How to Become a Medical Massage Therapist

Cameron Richards is a medical massage therapist at Medical Massage Clinic in Flushing, New York. Cameron studied massage therapy at New York College of Health Professions and has been a medical massage therapist for the past four years. His own personal experience with medical massage led him to pursue this career. 

After an automobile accident, Cameron began to suffer cervical issues and frequent headaches that debilitated him. His doctors recommended steroid injections, but Cameron hoped to avoid drugs; he sought out chiropractic care and medical massage instead, and finally found relief. After this experience, he opened Medical Massage Clinic because he wanted to help others who also desired an alternative to drugs and surgery. Cameron’s experience in the medical massage field has been challenging, but he also finds it incredibly enriching and fulfilling.

What is a medical massage therapist?

A medical massage therapist is trained to identify abnormally tense and rigid soft tissue such as muscle, ligaments, fascia, and the articulations of the body and then apply a scientifically based system of corrective techniques. The therapist will focus the medical massage treatment only on the areas of the body related to the diagnosis and prescription from the client’s doctor. In order to perform medical massage, the massage therapist must always be licensed in his or her particular state, and have met the required educational standards of that particular state.

Why did you decide to become a medical massage therapist?

I wanted something different from the traditional spa environment. The goal of a spa is pampering and relaxation. I wanted something that would challenge me and in the meantime help people who are suffering from chronic pain and other musculoskeletal disorders.

Are there common misconceptions about your profession?

Unfortunately, yes. There are still a large percentage of the population that has yet to experience massage and reap the benefits. Some of these people feel they cannot afford a session. Some medical professionals do not believe in what we do, and they would label us as quacks. Sometimes they tell their patients not to seek massage. However, times are changing and many medical professionals are now being forced to become educated on the benefits of therapeutic massage. Their patients will seek alternative treatment to drugs and surgery, then return for their follow-up only to advise their doctor of how massage had helped them tremendously.

What is a typical day like for you?

A typical day at the clinic starts off with clients coming in and filling out their intake forms. These forms are somewhat similar to what a person will fill out when they are visiting their doctor. However, the forms are a bit more involved. When these forms are completed, we go over the intake forms with the client. We then formulate the best treatment plan that will benefit the client. After a client session, they are sent home with an after-care packet.

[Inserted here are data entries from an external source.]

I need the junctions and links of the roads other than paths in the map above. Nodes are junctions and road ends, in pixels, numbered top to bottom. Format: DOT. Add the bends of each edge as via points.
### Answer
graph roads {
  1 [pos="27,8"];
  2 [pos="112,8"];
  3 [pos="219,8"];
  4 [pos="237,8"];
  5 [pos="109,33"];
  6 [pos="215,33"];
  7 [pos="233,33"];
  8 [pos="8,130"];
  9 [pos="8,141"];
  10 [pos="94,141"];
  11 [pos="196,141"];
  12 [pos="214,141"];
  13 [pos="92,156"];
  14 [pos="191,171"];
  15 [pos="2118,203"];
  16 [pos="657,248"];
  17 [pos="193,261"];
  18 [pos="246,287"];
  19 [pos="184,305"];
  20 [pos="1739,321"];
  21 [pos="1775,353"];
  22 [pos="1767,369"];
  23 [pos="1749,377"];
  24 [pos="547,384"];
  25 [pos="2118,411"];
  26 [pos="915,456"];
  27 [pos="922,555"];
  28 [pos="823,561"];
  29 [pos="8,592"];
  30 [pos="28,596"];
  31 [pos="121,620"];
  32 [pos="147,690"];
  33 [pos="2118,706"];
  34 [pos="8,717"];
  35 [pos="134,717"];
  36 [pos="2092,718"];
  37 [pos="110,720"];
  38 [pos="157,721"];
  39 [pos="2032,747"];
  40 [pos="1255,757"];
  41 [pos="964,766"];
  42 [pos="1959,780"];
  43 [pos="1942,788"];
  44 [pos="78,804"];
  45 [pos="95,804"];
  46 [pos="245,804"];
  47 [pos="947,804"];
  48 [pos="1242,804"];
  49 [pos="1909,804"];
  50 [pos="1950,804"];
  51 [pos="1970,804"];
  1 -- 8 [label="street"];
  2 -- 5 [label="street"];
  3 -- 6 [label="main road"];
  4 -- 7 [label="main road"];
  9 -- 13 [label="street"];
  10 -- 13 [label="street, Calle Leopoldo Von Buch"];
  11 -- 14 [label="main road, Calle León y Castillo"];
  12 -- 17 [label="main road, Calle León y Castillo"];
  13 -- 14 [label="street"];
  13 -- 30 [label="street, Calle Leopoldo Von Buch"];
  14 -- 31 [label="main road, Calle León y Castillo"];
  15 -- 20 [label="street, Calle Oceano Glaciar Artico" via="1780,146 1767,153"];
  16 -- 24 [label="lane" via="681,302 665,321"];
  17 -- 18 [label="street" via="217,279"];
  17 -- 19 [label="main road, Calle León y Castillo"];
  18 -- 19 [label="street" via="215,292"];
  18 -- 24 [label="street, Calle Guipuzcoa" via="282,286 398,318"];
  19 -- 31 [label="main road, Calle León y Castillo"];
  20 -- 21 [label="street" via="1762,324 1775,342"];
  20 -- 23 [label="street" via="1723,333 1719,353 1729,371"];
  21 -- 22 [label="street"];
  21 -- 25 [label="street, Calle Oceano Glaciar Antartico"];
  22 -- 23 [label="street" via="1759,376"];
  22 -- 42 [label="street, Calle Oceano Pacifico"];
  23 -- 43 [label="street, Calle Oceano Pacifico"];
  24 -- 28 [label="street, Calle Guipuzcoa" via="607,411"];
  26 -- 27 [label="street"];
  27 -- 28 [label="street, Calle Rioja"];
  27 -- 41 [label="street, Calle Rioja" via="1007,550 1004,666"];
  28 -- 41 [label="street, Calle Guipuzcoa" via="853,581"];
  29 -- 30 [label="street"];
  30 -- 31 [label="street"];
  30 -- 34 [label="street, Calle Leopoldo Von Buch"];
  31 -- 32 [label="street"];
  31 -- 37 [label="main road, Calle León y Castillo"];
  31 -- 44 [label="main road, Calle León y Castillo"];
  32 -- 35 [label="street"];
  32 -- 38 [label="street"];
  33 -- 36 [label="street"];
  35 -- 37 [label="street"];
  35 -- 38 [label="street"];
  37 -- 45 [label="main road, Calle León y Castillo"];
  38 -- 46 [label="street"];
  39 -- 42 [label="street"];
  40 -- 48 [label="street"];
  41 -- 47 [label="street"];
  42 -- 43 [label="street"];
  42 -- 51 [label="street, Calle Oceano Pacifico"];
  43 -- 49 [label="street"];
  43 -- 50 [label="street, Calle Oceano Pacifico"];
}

In this field, there is a lot of charting, especially if it is an insurance case. We keep a filing system on every client that comes in for service. After a session, a client file is then transformed to our computer data base where we build a file for them. We create SOAP notes and book return appointments.

A typical workday is about six hours. This typically includes three to five bookings per therapist. A normal workweek is about 35 hours with around 15-25 clients.

What are your favorite aspects of your job?

My favorite aspect of the job is meeting and helping people who are stressed or chronically in pain return to an active life. They are coming to me for help and guidance, and seeing them leave feeling much better than when they first walked in is a feeling of success.

What are your least favorite aspects of your job?

The least favorite aspect of the job is when a client leaves and feels the same as when he had entered.

Is there anything you would have done differently while studying to become a medical massage therapist?

I would like to have focused more throughout my studies on the medical aspect of massage. I would have become involved in more case studies and hands-on projects.

What classes did you take in college that are the most relevant to your job?

In college we were given two trimesters of medical massage, anatomy and physiology, and myology courses, as well as a semester of kinesiology. They were very helpful and required a lot of studying.

What personality traits do you think would help someone to be successful as a medical massage therapist?

You have to be patient and you have to be a people person. You should also be detailed and love researching and solving issues. You must be open-minded, and always willing to learn new things relating to your field.

What personality traits do you think might hinder someone’s success as a medical massage therapist?

Not studying daily, procrastination, or just being too busy to read and broaden your knowledge will impact one’s ability to be successful in this field.

What advice, or words of caution, would you give to a student who is considering studying to become a medical massage therapist?

Be patient and learn all you can. Surround yourself with people who are in the industry. They would be happy to guide you as long as they see you are serious. Keep things simple and take good notes in school so you could always refer back them. If possible, work in a clinical setting such a chiropractor’s office. When necessary, talk with your clients’ doctors, especially if you are not sure. Ask questions and never be afraid to refer out, thus keeping a file system on hand where you can network with other professionals, and overall, never promise anything.